Assess your options. Meet with your senior advisers to discuss exactly where you are in your career and where you hope to be. Obviously, if this is the seventh year in which you’ve been shut out of the tenure-track market, your options are different and more limited than if this were your first year.
What other possibilities exist for you? Did you get an offer for an adjunct position? Is your graduate program willing to create teaching or research opportunities to keep you on for another year? Can you delay your doctoral defense so that you don’t officially graduate? Will some sort of grant support be available? Can your spouse or partner spot you for a year while you cobble together some local teaching assignments and work on improving your CV through, for example, publication?
The single most important consideration is affiliation. Hiring committees are not universally made up of cruel and heartless folk—usually the contrary. But when assessing a candidate, prestige matters, and it is diminished when you have no current affiliation with an institution. Members of the committee will point out, not necessarily maliciously, “Oh, she seems to be unemployed.” It gets worse. Prestigious university presses will often turn down manuscripts from unaffiliated scholars. It is important for you to retain or find some sort of connection with academe. In these years of terrible job prospects, most graduate programs should try to find a way to support their recent grads in this way.

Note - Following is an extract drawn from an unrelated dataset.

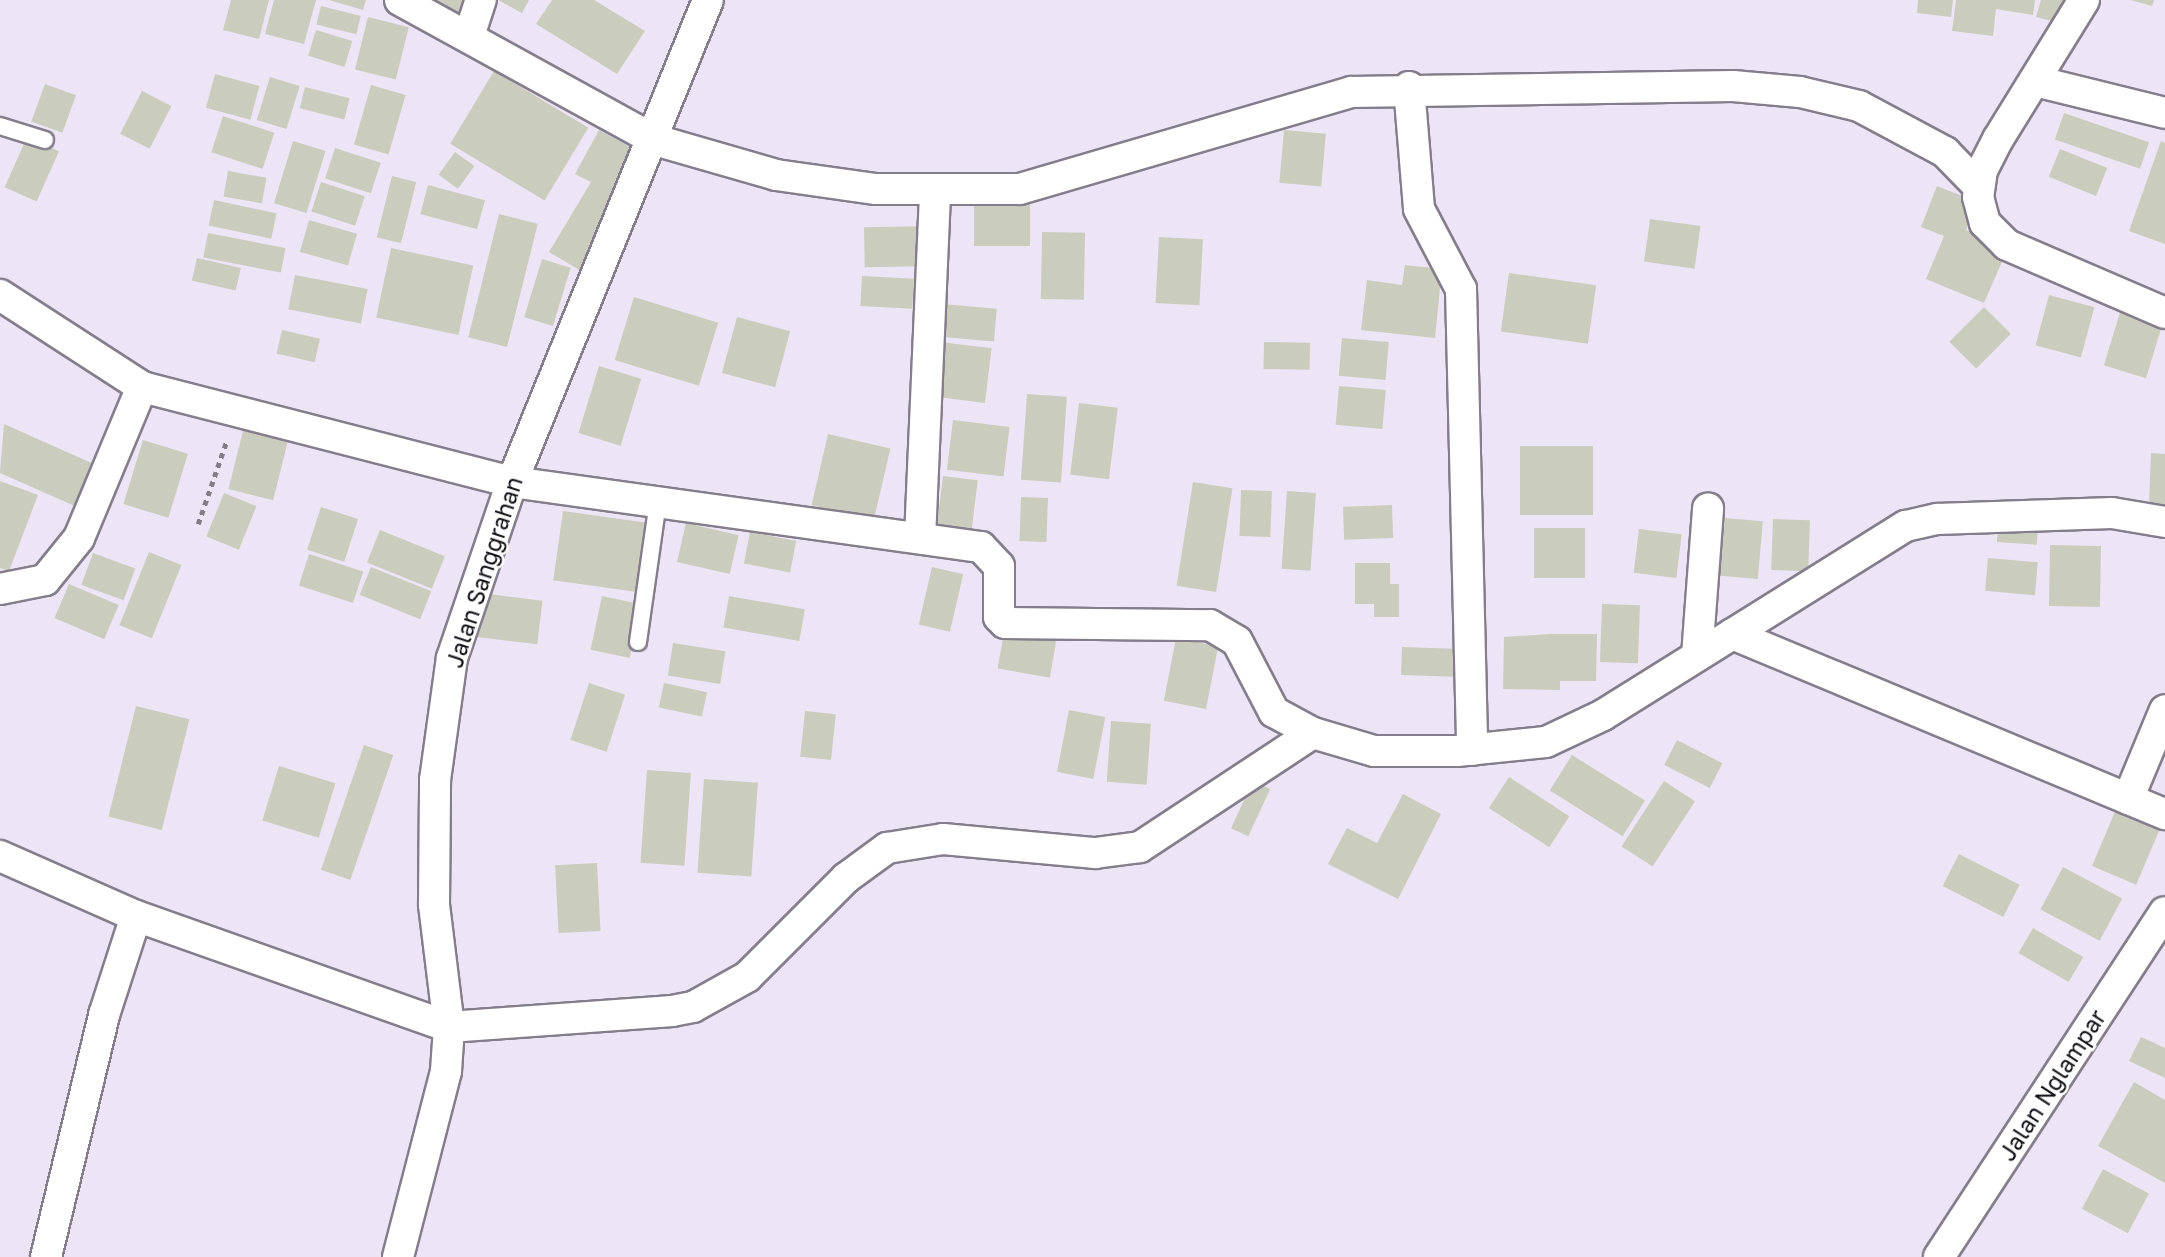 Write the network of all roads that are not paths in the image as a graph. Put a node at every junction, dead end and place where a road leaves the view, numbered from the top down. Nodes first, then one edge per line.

Consider an exit strategy. One of your options is to leave academe. That solution certainly has its partisans this year. It may be a clear and clean choice, especially for people in fields that have strong hiring options in the private sector or government agencies.
But for everyone else, now is the time to think medium-term. What is, to use the stock-market analogy, your stop-loss target? How much uncertainty are you willing to endure without a tenure-track position? What about your family or others who depend on you? While you find some way to keep an office and an affiliation in academe, can you have an escape route ready if it becomes necessary?
A Ph.D. who is entering his fifth year on the market explained that he had given himself four years to find a tenure-track position. In the meantime, he had gotten an online master’s in a related field, one with private-sector possibilities. He is now conducting two separate job searches.
Whatever the future of the tenure-track market, there is nothing wrong with trying to learn as much as you can from momentary failure, especially if your resources—mental, physical, financial, social—allow you to try again next year. After all, luck and the lessons of experience might then be in your favor.